It would not surprise me too much if a guide existed to assist in decompressing the undo logs (whatever that term implies).





On the Topic of Programming 3

3 09 2012

September 3, 2012

(Back to the Previous Post in the Series)

In the previous article in this series, a question was posed regarding how many SQL statements would be required to generate the following report, which displays in Microsoft Excel:

A significant number of items regarding the report require explanation:

  • Employee IDs and employee names appear in column A (the left-most column).  There could be many employees, but only those employees reporting labor transactions for machining operations in production batches (work order lots) that completed during one of the weeks should be listed.
  • Part IDs, part descriptions, and operations (Sub n OP nn in the above example report) are listed in column B (the second column from the left).  The number of operations listed for an employee could range from one to possibly 50 (or more, depending on the date range of the report), but that list will only include machining type operations (not welding, blasting, painting, laser cutting, etc.).
  • Total hours are reported in column C.  The second output row for an employee shows the sum of the numbers directly below for the employee.  The numbers on the 3rd, 6th, 9th, etc. rows for the employee in column C are the sum of the hours the employee worked in the operation for all manufacturing batches that completed in the report time period.
  • The first row for each employee, in columns E though H in the above report (could very well extend beyond column H, depending on the number of weeks selected), are the Monday through Sunday dates for the week.
  • The second row for each employee, in columns E through H in the above report show the weighted average efficiency for the employee in that week.  The weighting is based on the percentage of hours the employee spent in the operations, for those operations in batches that completed during the week.  This number of hours is calculated, but not printed in the report.
  • The numbers on the 4th, 7th, 10th, etc. rows for each employee, in columns E through H, shows the average number of hours the operation required, for those batches that completed during the week.  If an employee did not work in the operation one week, but did another, then a blank should appear in the week that the employee did not work in the operation.  All employees that worked in the operation for the week will have the same average printed.  For example, Cary Grant and James Stewart both worked on WIDGET101 operation Sub 0 OP 30.  The average hours for the first week is 10.50, and that value appears for both employees.  During the second week, only James Stewart worked on that operation, and the average hours for that week decreased to 7.56.
  • The numbers of on the 3rd, 6th, 9th, etc. rows for each employee, shows the ratio of the engineering standard hours divided by the average hours for the operation in that week.  The same values will appear for all employees reporting time to the operation in the week.
  • The percentage in column I is the simple average of the weighted averages to the left.  There may be causes where a blank will appear for one of the weighted averages for an employee, so it is not possible to simply sum the weighted averages and divide by the number of weeks.

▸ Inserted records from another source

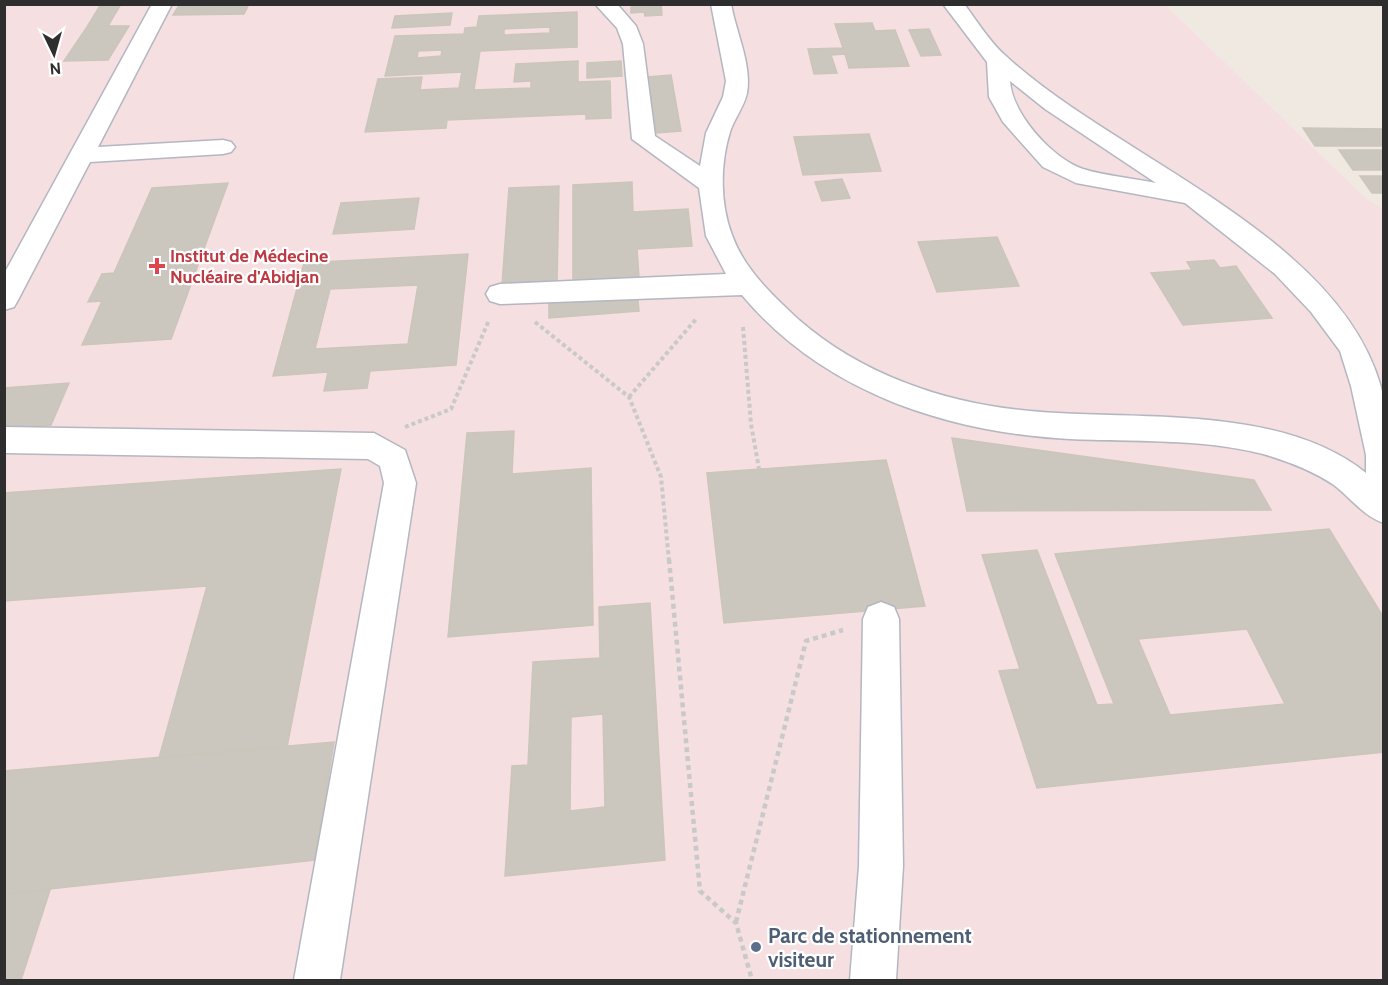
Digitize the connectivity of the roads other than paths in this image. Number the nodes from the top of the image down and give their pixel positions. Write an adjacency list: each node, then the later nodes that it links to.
1 (162, 4): 8 (lane)
2 (605, 4): 9 (lane)
3 (721, 4): 9 (lane)
4 (952, 4): 6 (lane)
5 (973, 4): 14 (lane)
6 (998, 61): 10 (lane); 10 (lane)
7 (223, 147): 8 (lane)
8 (84, 155): 13 (lane)
9 (711, 185): 11 (lane)
10 (1197, 199): 16 (lane)
11 (738, 285): 12 (lane); 16 (lane)
12 (500, 294)
13 (4, 300)
14 (1383, 376)
15 (4, 440): 18 (lane)
16 (1383, 509)
17 (881, 619): 19 (lane)
18 (316, 981)
19 (873, 981)

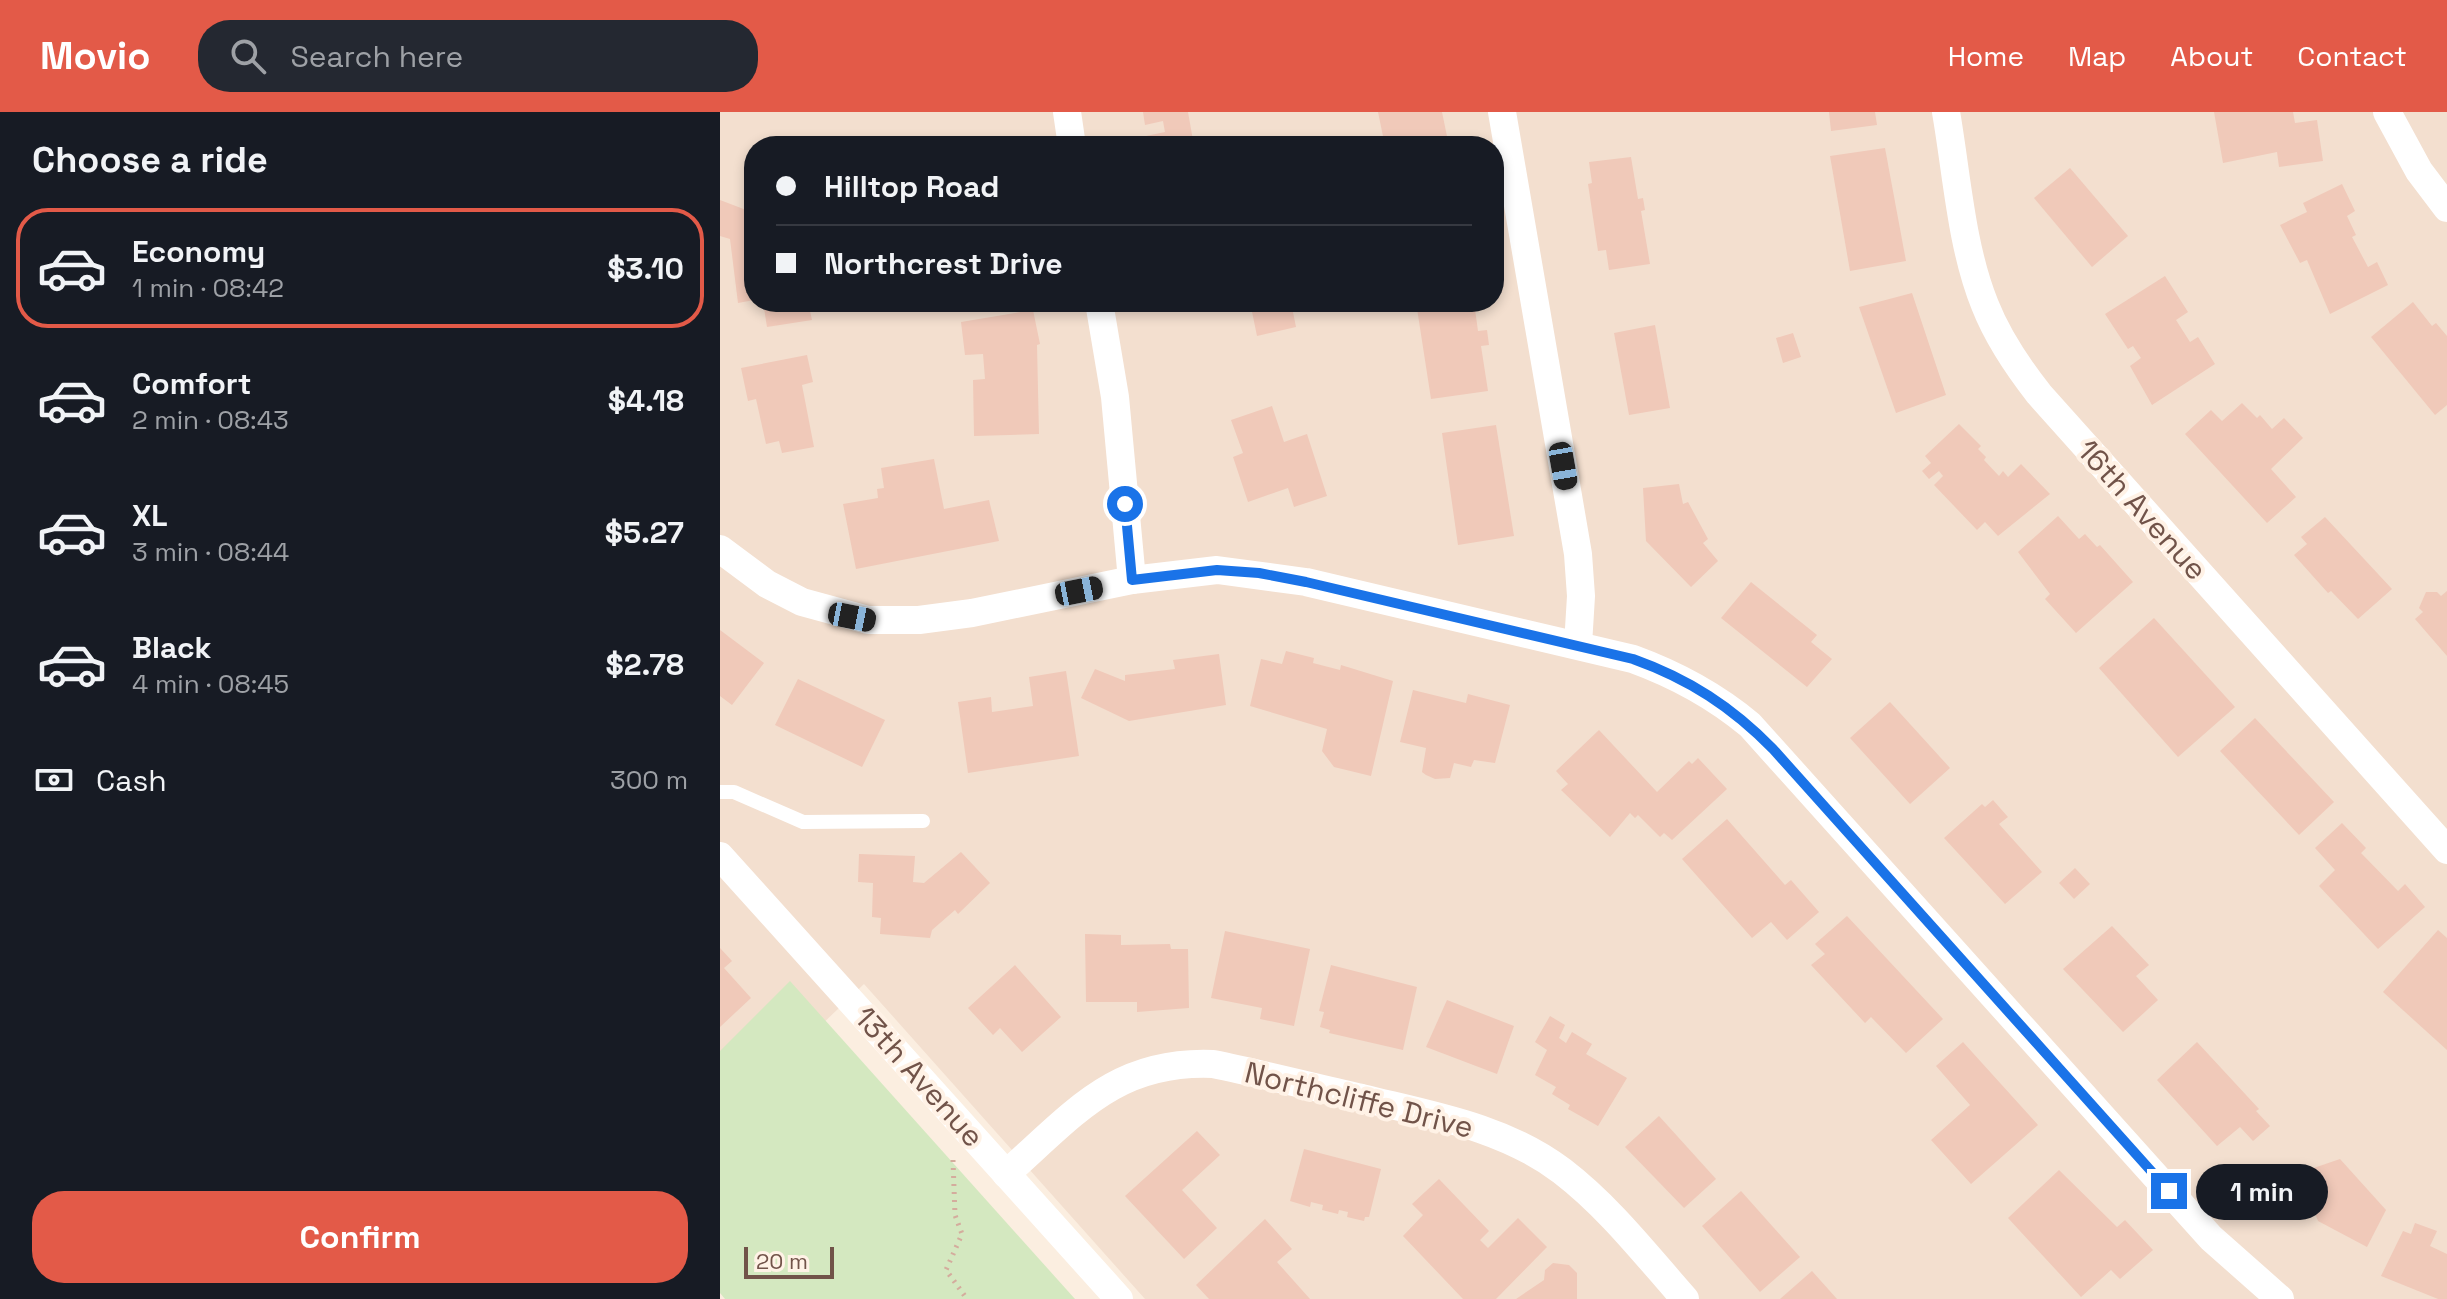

This appeared to be a simple report when it was just a sketch on a sheet of paper!

How many SQL statement executions will be necessary to generate the above report?  Before answering that question, let’s take another look at how the data is organized and related between the tables:

OK, so the above diagram might be a little confusing.

The engineering standard hours are found by querying the OPERATION table with the WORKORDER_TYPE=’W’ and the WORKORDER_BASE_ID equal to the part ID that is of interest (the WORK_ORDER table also contains engineering standard information, accessed by searching for TYPE=’M’ and the BASE_ID equal to the part ID tht is of interest).  In theory, there could be multiple engineering standards for the same part ID and operation, which is why we might need to join to the PART table to make certain that the current engineering standard is retrieved, but we will ignore that potential issue for now.  It would be a good idea to also check the WORK_ORDER table to obtain a distinct list of part IDs that had a close date in the time range that is of interest (there is no sense in forcing the database RDBMS to retrieve the engineering standards for parts that have not been produced in the last 17 years), so we will need to specify that the TYPE column in the WORK_ORDER table is equal to W and that the CLOSE_DATE is in the date range of the report.  Many operations are NOT machining operations, and we can only determine the type of operation by determining the type machine that is selected for use, so we must also query the SHOP_RESOURCE table to determine if the operation is processed at a machining center.

The actual production hours are found by querying the LABOR_TICKET table with the the WORKORDER_TYPE=’W’ (to eliminate spurious indirect labor) and joined to the SHOP_RESOURCE table to make certain that the operation is a machining type operation (as explained above).  To determine the employees’ name, the LABOR_TICKET table is joined to the EMPLOYEE table.  To determine the part ID that is produced in the labor ticket transaction, the LABOR_TICKET table must be joined to the WORK_ORDER table, with the TYPE column in the WORK_ORDER table set to ‘W’ and the SUB_ID column in the WORK_ORDER table set to ‘0’ so that the main part ID for the work order is returned rather than a subordinate part ID.  To retrieve the description of the part ID that is produced, the WORK_ORDER table must be joined to the PART table.

That sketch of a report on a sheet of paper sure looked simple, but the degree of difficulty is all relative (or relational).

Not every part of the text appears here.